Very biased view of Walmart and large corporations in general. The author appears to have very little understanding of basic economics. He claims Walmart is a monopoly when it only controls 20 - 30% of the market. The book eventually devolves into a rant against the free market and need for government regulation.
I learned a little and there are a few valid criticisms, but overall this is a very biased rant against Walmart.
Don't waste your credits, I'm headed to Walmart to pick a few things up now!
I would make it a bit shorter. It is not repetitive though.
It was worth listening to. It will make you more conscience when you buy from supermarkets. It teaches you how it effects the WORLD ENVIRONMENT, WORLD ECONOMIES, and PEOPLE from small towns in South America to big cities in the US.
It was really factually interesting. The narrator was really monotonous and difficult to concentrate on.
I work with a company that sells products to Walmart... So I found some of the insights about how the Walmart works and their history to be quite fascinating... but it was just a little too dry for me.
A very instructive, informative and entertaining look at Wal Mart's massive impact on the world. Alan Sklar is great as always and I flew through this book because it was lots of fun. Not life altering or anything, but definitely a cut above the average audiobook in terms of keeping my interest while teaching me about the world at the same time. Highly reccomended.
Yes. Very interesting about a business we all have at one time or another used.
The gentleman who pulled his products from Walmarts rather than lower the quality of his products.
That the executives at the corporate offices use sample lawn chairs as guest chairs.
Paints the picture of the behemoth Walmart bossing its partners around to constantly cut prices while it kills the job market in new locations it enters. The stat of a new Walmart creating a net of 30 new jobs after 5 years was astounding. Vendors being strong armed t cut prices or get cut off sounded like a mob boss mentality.
The book starts off very fair and balanced. But towards the end it seems the author just hates walmart (with good reason) and becomes less objective.
Alan Sklar is one of the best book narrators out there. I have listened to many of his books just for his narration.
Unlike most books and documentaries on WalMart I found this one very balanced. I especially liked hearing how some items. Most interesting was how much influence Wal Mart has on the production of salmon and other seafood. There was a lot of information that I had never though of before, like the fact that airlines before the 80's would not allow any fish on the planes (due to the worry of melting sea water corroding the equipment).
The narrator was very good and did an excellent job of capturing the mood and theme of each chapter. The only complaint was the afterward tacked on to the epilogue, read horribly by the writer of the book.
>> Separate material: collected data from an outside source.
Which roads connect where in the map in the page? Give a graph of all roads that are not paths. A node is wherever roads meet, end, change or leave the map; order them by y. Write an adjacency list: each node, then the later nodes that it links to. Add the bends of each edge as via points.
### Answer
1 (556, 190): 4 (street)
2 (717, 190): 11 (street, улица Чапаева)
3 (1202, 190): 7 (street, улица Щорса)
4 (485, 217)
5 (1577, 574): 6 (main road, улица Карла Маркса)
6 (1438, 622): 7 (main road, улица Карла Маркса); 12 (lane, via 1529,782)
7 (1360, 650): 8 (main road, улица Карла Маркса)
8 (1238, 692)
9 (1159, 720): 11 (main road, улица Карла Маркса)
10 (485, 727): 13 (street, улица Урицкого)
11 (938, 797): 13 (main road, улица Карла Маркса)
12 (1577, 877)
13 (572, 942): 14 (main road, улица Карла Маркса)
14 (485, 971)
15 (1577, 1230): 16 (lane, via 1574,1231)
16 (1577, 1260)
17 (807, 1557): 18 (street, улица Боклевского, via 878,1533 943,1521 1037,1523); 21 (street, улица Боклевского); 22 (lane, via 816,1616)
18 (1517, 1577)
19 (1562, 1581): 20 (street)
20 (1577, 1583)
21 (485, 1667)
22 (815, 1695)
This second narrator missed the mark with his part. The editing is sketchy which many sentences obviously chopped with awkward pauses and repeating sentences. Even with this flaw it doesnt take away from the book, which I found to be not too long and not too short. It was a pleasant surprise for me.
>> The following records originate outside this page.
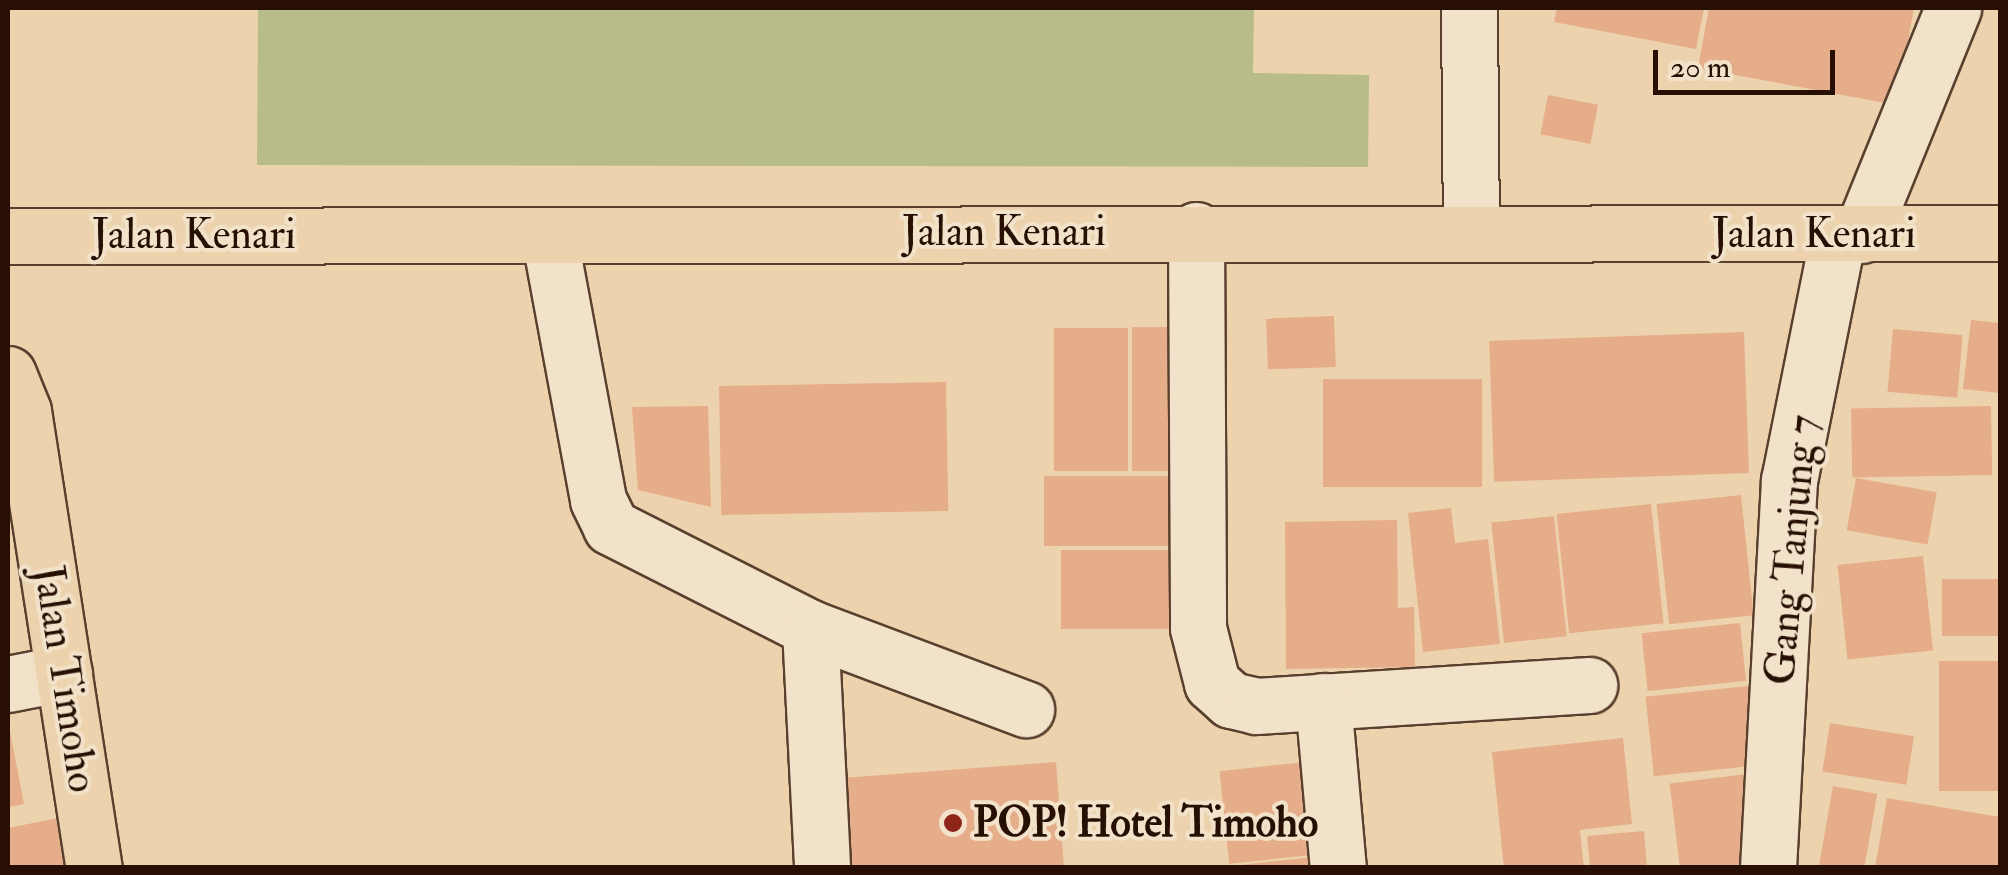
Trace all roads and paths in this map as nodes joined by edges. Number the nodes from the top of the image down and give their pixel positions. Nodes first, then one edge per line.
1 (1469, 8) edge
2 (1953, 8) edge
3 (1196, 230) junction
4 (1471, 232) junction
5 (2000, 234) edge
6 (549, 235) junction
7 (1850, 235) junction
8 (8, 236) edge
9 (8, 374) edge
10 (810, 628) junction
11 (64, 673) junction
12 (8, 684) edge
13 (1589, 685) dead end
14 (1323, 701) junction
15 (1026, 709) dead end
16 (94, 868) edge
17 (822, 868) edge
18 (1338, 868) edge
19 (1768, 868) edge

1 - 4 street
2 - 7 street, Gang Tanjung 7
3 - 4 main road, Jalan Kenari
3 - 6 main road, Jalan Kenari
3 - 14 street
4 - 7 main road, Jalan Kenari
5 - 7 main road, Jalan Kenari
6 - 8 main road, Jalan Kenari
6 - 10 street
7 - 19 street, Gang Tanjung 7
9 - 11 main road, Jalan Timoho
10 - 15 street
10 - 17 street
11 - 12 street
11 - 16 main road, Jalan Timoho
13 - 14 street
14 - 18 street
The author does exactly what he started out to do: Ignore the facts and slander WalMart with distortion and sleight of hand. This book will give more fuel to the Wal Mart haters because to them, like the author, facts are irrelevant. To be sure, Wal Mart has made mistakes in how it has treated its employees, sometimes violating labor laws. For that, they should be, and have been, fined and made to work within the confines of the law.But to be hated simply because of their size and perceived influence is just one more bit of evidence how progressives hate the rich and powerful. Unless of course your a rich and powerful liberal (see George Soros).To make this a 4 or 5 star book, the author could have simply reported on the facts without consistently adding negative commentary that really only revealed his pettiness. The author starts the book by revealing a story of a Wal Mart success. Wal Mart was the impetus for deodorant manufacturers ceasing to package their plastic and metal deodorant products inside cardboard boxes. By all accounts, it was a wonderful idea. Less weight when shipping, less waste in landfills, fewer forests cut down to make the boxes. But none of these positives can detract from the fact that the guy who sold the cardboard lost business. This is the theme throuought the book. No matter what positives Wal Mart contributes, the author is not even a glass half empty guy. No, the glass is dry!
Very entertaining, well written, and easy to listen to. Kept my interest throughout the entire book. The newly update afterward by the author was a delightlful surprise.